= Required work =
Images excluded, return every record exactly as it reads.

(Source records)
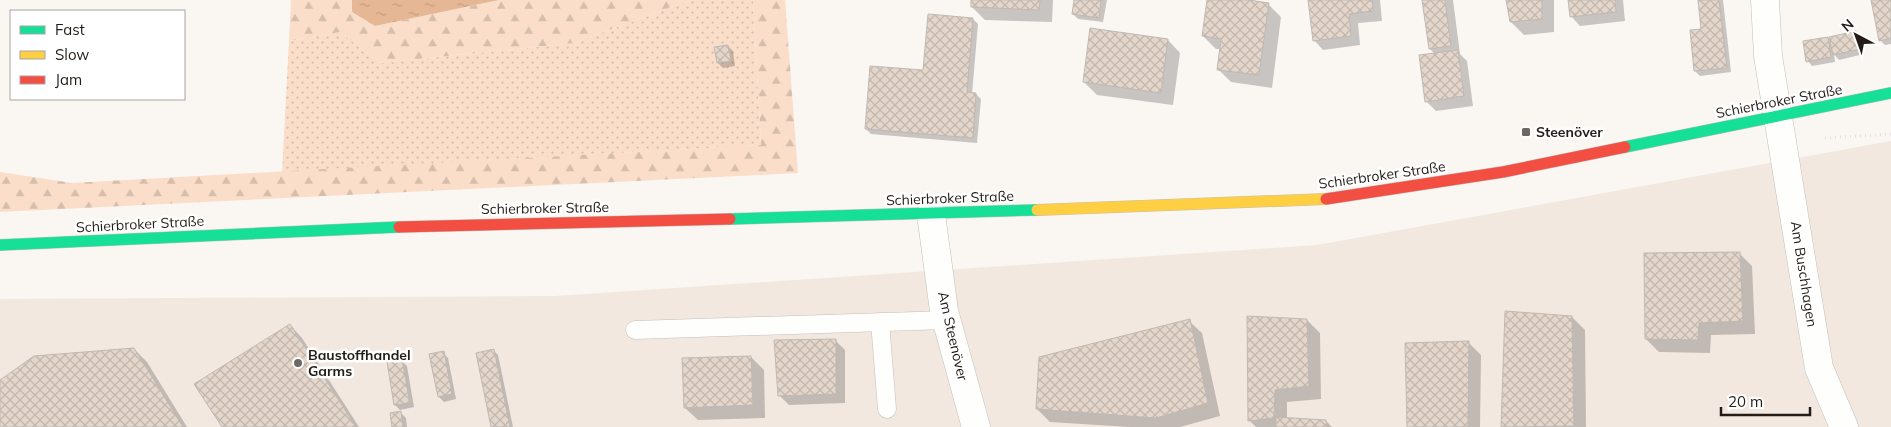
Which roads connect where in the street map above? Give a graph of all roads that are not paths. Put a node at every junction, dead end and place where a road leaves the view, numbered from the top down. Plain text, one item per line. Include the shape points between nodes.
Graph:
1 (1765, 0) edge
2 (1891, 94) edge
3 (1778, 116) junction
4 (930, 214) junction
5 (0, 245) edge
6 (947, 320) junction
7 (880, 322) junction
8 (635, 330) dead end
9 (887, 409) dead end
10 (976, 427) edge
11 (1844, 427) edge

1 - 3 street, Am Buschhagen via 1768,56
2 - 3 main road, Schierbroker Straße
3 - 4 main road, Schierbroker Straße via 1503,172 1335,199
3 - 11 street, Am Buschhagen via 1820,368
4 - 5 main road, Schierbroker Straße via 431,226
4 - 6 street, Am Steenöver
6 - 7 lane
6 - 10 street, Am Steenöver
7 - 8 lane
7 - 9 lane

= Output below =
Which roads connect where in the street map above? Give a graph of all roads that are not paths. Put a node at every junction, dead end and place where a road leaves the view, numbered from the top down. Plain text, one item per line. Include the shape points between nodes.
Graph:
1 (1765, 0) edge
2 (1891, 94) edge
3 (1778, 116) junction
4 (930, 214) junction
5 (0, 245) edge
6 (947, 320) junction
7 (880, 322) junction
8 (635, 330) dead end
9 (887, 409) dead end
10 (976, 427) edge
11 (1844, 427) edge

1 - 3 street, Am Buschhagen via 1768,56
2 - 3 main road, Schierbroker Straße
3 - 4 main road, Schierbroker Straße via 1503,172 1335,199
3 - 11 street, Am Buschhagen via 1820,368
4 - 5 main road, Schierbroker Straße via 431,226
4 - 6 street, Am Steenöver
6 - 7 lane
6 - 10 street, Am Steenöver
7 - 8 lane
7 - 9 lane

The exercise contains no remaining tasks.